Miley Cyrus features on “Come Get It Bae,” and the first thing that sticks out about this track is the awful lyricism, particularly around the chorus. But genius poetry isn’t exactly what we’re looking for when listening to this sort of music, so you can let it slide to an extent. This track is “Blurred Lines”-esque pop brilliance, and Miss Miley actually sounds pretty good on this record, though her vocal isn’t overdone or overproduced, and maybe there’s something to be learned there. “Gust of Wind” sees Daft Punk return the favour for Pharrell’s work on Random Access Memories but the effects of their collaboration aren’t quite as powerful here. Hans Zimmer once again shows up for some amazing string work, and that’s arguably the stand out feature of the track. Daft Punk appear on the pre-chorus, and it’s a nice guest spot but it’s more a case of friends high-fiving each other rather than enhancing the quality of the material. Come for the Punk, stay for the strings. “Lost Queen” takes us off track somewhat, with a more sombre vibe. It features some African percussion early on and Williams takes a more subtle approach to the vocal, right up until the lyric “put it before my eyes / you know I’m-a smash it.” And then it’s more not-so-subtle euphemisms. JoJo appears on hidden track “Freq,” and while it’s great to hear her back, you have to question why there’s a hidden track in the middle of the record. The track is another down-tempo number that once again benefits from the string section and talks more about being an individual than two individuals becoming one, so it’s a nice change of pace in that sense.

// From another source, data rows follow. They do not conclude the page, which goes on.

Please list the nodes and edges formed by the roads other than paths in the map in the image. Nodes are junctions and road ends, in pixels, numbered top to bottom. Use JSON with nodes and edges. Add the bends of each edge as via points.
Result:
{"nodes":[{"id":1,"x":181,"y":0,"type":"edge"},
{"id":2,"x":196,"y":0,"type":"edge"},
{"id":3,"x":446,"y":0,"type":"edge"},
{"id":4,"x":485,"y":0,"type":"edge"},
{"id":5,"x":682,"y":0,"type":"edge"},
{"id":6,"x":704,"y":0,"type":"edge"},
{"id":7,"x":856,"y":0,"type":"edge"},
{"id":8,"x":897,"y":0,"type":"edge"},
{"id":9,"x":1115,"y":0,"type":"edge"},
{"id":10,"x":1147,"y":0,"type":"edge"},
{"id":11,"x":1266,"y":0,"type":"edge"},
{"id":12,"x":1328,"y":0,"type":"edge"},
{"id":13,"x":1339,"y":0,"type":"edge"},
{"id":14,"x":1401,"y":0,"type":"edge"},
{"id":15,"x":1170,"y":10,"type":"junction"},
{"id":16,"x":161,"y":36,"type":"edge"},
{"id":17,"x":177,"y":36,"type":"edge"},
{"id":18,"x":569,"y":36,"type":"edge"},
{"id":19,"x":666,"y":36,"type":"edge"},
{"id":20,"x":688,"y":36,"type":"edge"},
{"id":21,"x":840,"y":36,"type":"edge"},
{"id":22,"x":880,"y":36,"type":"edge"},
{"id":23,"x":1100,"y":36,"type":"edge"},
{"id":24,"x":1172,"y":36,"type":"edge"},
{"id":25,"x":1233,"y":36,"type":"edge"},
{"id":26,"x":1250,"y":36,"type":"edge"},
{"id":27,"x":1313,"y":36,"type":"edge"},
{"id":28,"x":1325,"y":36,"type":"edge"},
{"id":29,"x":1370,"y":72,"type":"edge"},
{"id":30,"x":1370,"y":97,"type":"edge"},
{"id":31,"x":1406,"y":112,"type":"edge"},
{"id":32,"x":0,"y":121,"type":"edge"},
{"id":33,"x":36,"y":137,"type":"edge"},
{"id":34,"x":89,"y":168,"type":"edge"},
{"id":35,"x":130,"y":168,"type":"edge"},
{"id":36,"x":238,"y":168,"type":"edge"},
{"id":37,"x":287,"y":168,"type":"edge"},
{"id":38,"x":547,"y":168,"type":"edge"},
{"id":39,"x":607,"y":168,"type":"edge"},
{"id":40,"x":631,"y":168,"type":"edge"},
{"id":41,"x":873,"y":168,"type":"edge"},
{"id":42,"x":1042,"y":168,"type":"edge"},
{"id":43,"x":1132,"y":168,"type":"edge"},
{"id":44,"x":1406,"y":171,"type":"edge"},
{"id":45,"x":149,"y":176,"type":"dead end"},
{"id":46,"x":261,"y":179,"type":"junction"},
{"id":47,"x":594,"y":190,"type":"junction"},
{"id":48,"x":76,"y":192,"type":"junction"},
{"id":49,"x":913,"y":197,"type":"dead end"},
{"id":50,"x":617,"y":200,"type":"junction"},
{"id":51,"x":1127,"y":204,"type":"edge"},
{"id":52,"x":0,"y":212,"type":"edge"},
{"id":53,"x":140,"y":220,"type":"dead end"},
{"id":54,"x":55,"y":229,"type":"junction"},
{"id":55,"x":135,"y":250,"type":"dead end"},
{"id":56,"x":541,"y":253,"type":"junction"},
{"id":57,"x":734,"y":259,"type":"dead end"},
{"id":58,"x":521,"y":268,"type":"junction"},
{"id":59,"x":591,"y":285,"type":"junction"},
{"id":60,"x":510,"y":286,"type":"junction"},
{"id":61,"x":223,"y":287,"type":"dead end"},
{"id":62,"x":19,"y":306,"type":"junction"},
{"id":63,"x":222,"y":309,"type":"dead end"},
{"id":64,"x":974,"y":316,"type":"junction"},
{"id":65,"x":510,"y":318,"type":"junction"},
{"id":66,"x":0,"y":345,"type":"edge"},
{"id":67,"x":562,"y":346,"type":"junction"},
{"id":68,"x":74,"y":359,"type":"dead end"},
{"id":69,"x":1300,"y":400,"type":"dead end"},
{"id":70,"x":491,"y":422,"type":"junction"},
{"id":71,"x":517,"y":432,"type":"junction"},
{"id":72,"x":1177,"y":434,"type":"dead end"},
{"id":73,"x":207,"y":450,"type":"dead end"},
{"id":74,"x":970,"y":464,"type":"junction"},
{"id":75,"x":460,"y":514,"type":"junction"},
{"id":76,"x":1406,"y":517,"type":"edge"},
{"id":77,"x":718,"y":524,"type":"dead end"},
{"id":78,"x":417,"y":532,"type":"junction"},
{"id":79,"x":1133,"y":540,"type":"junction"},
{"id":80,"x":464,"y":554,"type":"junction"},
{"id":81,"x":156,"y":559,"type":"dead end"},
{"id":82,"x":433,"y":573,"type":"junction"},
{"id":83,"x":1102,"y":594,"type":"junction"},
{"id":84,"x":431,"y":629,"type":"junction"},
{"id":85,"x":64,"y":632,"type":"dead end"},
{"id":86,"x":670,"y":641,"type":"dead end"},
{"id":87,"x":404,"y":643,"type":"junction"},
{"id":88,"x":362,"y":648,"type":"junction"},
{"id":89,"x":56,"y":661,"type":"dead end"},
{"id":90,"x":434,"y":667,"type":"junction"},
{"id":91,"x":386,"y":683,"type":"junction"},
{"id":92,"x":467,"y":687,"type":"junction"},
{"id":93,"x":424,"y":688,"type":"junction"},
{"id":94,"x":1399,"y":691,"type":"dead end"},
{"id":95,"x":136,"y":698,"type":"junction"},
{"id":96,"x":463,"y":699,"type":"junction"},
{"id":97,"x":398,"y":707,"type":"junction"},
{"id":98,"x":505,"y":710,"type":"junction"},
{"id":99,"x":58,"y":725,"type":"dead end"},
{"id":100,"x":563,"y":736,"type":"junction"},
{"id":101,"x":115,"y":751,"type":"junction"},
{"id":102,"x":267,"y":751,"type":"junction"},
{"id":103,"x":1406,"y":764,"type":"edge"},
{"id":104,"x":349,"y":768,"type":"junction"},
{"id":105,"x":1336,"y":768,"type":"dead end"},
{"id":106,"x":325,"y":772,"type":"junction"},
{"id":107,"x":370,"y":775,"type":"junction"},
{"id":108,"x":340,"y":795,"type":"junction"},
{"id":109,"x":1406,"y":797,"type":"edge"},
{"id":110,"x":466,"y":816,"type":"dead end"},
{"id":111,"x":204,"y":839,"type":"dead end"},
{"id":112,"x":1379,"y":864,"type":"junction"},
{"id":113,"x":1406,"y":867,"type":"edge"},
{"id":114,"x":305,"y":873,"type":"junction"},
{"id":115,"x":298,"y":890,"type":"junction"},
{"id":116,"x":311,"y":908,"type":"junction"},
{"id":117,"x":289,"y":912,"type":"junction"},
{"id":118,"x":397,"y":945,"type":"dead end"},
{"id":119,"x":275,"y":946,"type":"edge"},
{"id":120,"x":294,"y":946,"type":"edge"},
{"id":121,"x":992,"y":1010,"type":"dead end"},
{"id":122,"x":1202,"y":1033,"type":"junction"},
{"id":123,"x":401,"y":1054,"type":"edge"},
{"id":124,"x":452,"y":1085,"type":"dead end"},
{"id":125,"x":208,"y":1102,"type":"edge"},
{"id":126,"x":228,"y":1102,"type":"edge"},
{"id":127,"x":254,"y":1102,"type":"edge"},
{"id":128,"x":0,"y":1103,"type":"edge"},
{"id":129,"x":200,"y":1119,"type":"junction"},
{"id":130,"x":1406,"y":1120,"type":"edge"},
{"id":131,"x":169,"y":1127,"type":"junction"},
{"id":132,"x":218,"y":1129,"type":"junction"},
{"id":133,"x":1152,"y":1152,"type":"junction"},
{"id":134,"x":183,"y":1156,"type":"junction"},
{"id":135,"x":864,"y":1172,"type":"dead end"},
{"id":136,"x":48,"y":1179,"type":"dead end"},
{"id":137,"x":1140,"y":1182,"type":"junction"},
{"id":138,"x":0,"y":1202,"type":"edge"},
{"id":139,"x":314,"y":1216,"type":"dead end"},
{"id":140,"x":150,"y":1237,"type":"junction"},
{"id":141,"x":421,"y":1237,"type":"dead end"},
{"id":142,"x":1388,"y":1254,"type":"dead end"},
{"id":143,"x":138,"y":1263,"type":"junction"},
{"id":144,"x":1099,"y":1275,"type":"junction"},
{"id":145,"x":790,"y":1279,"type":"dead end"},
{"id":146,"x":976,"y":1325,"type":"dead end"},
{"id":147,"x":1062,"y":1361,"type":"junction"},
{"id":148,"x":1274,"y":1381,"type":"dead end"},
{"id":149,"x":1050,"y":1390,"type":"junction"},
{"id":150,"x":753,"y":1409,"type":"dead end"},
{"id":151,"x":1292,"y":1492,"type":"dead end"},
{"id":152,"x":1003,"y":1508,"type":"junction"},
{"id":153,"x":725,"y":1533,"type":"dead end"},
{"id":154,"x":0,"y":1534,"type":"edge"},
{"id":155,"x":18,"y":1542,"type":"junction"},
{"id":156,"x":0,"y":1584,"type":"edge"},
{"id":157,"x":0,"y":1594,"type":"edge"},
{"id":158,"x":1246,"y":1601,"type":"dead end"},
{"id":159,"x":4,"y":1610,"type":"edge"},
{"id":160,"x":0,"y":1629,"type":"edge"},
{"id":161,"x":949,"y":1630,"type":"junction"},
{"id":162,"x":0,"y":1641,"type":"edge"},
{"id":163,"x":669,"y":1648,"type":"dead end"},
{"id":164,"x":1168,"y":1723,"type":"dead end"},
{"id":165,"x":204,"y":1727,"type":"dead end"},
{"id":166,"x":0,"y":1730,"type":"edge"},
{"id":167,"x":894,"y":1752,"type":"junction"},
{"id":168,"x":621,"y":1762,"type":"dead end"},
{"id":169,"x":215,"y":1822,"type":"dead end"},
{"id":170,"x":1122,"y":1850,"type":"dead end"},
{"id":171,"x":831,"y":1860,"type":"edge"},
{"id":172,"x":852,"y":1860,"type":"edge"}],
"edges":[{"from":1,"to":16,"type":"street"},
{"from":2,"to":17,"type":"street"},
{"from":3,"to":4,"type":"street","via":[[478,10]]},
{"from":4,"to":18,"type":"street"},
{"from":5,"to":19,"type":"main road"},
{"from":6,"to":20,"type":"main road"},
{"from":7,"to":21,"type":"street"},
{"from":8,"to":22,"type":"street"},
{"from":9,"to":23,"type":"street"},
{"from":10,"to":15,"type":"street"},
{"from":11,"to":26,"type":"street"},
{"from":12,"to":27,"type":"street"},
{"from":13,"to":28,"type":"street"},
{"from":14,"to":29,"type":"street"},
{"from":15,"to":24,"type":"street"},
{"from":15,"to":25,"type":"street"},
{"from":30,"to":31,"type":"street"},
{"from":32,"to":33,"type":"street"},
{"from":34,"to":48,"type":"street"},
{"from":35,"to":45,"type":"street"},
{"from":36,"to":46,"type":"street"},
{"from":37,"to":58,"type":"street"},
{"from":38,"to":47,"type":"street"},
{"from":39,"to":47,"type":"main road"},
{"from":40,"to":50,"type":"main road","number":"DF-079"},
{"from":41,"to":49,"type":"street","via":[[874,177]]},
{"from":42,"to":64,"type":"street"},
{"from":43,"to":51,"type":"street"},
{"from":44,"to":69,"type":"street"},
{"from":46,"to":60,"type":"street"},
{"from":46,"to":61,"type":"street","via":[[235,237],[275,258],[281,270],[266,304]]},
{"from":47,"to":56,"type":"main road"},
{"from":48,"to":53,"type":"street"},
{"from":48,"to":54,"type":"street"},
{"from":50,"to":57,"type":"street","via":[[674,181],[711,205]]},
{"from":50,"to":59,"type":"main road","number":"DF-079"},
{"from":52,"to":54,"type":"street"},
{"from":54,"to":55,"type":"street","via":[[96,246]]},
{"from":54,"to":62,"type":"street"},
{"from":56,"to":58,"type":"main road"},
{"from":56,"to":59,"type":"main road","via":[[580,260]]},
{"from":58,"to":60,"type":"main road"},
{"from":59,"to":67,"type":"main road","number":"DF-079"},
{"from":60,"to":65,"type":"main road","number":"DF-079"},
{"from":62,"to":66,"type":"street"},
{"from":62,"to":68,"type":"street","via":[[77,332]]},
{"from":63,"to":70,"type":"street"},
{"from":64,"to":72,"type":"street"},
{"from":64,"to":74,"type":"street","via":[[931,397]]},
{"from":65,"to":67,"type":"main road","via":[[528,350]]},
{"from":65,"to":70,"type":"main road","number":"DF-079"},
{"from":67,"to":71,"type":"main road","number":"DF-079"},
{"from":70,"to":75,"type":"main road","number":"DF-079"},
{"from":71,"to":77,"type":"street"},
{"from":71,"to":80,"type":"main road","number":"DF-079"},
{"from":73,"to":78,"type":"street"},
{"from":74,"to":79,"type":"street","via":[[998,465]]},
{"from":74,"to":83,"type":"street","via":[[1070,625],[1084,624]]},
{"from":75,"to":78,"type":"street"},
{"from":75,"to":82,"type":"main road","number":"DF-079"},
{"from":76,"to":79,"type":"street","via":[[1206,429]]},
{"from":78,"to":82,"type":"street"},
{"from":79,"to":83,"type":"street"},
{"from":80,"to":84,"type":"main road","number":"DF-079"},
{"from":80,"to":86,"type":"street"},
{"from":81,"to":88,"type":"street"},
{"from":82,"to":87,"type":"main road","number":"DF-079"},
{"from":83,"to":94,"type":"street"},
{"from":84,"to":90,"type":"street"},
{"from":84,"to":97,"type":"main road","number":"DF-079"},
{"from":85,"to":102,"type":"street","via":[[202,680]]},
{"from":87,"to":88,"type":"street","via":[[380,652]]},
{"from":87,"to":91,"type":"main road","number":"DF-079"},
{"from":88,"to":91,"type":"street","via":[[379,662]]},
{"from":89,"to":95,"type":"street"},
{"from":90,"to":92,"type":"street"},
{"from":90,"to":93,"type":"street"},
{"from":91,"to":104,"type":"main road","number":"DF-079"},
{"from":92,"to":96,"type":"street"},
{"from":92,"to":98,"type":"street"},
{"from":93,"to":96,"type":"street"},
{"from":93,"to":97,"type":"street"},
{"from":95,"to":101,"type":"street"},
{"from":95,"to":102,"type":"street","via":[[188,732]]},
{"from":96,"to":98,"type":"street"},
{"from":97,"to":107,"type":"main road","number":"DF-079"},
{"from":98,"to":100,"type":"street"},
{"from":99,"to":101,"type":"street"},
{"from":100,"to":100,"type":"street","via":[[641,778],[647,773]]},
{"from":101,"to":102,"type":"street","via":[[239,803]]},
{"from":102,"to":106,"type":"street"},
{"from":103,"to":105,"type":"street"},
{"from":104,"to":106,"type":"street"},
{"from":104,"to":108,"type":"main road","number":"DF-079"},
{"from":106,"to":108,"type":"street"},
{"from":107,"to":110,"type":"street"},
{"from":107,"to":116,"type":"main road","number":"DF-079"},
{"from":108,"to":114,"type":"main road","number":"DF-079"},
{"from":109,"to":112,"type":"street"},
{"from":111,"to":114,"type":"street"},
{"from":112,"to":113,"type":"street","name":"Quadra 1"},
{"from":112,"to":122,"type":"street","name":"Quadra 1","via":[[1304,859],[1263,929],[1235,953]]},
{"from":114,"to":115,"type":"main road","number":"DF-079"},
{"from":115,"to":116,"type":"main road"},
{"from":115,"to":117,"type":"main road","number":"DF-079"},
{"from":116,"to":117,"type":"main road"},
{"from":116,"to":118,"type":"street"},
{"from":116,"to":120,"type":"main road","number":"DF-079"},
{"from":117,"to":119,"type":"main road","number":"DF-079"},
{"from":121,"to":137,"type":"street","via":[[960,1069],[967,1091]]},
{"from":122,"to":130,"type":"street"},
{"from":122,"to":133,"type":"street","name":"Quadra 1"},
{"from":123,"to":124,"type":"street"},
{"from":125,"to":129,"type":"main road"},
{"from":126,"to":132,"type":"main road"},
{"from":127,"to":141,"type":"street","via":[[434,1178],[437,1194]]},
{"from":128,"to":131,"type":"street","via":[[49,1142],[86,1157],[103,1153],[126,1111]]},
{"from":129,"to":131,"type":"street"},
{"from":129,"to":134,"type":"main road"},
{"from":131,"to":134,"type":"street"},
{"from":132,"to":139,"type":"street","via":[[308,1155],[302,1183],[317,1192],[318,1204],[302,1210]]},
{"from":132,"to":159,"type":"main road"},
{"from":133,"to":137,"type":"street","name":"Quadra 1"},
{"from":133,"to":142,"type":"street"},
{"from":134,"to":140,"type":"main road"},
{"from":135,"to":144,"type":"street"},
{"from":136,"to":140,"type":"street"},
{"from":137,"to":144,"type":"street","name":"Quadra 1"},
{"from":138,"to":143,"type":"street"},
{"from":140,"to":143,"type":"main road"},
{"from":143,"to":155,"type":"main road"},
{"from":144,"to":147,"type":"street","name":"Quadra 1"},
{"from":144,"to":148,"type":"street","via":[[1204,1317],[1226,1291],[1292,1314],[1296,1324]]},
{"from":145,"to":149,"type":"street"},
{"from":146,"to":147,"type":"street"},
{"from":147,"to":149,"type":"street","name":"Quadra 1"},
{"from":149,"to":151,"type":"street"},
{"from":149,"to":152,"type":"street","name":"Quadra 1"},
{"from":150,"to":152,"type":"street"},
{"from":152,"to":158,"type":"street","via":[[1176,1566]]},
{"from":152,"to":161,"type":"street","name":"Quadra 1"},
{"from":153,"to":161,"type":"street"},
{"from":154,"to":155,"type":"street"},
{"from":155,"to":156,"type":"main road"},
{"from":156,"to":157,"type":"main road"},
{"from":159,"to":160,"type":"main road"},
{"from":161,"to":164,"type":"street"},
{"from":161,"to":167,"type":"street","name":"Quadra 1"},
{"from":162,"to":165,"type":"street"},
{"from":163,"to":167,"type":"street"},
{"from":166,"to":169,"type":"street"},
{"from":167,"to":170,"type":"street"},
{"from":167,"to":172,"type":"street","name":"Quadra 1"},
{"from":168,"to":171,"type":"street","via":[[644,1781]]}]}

“I Know Who You Are” is another genre-hopping affair with influences of reggae and ska. Alicia Keys features and provides a vocal that is pretty standard fare for her, and while this track isn’t likely to receive much rotation on the airwaves, its laid back nature means it will go down a treat in the warm summer months, if we ever get any. The duo of Keys and Williams is an intriguing one and they show some nice chemistry, but when Keys asks “every woman to make a pledge with me,” you kind of have to roll your eyes at the fact that we’re still attempt to maintain the pretence that this record is an ode to womankind. The album finishes up with “It Girl,” which is more a more conventional Pharrell track that opens up with the line, “your waves wash all over me.” It’s hard to deny how catchy the hook is but at this point you can’t help but wonder whether Pharrell is a 40-year old man or a 14-year old boy, such is his obsession with all things sexual. The track runs at just shy of five minutes and nearly manages to overstay its welcome; I like my pop to be short and sweet, and if it’s not in needs to be at least somewhat inventive, “It Girl” is none of these things.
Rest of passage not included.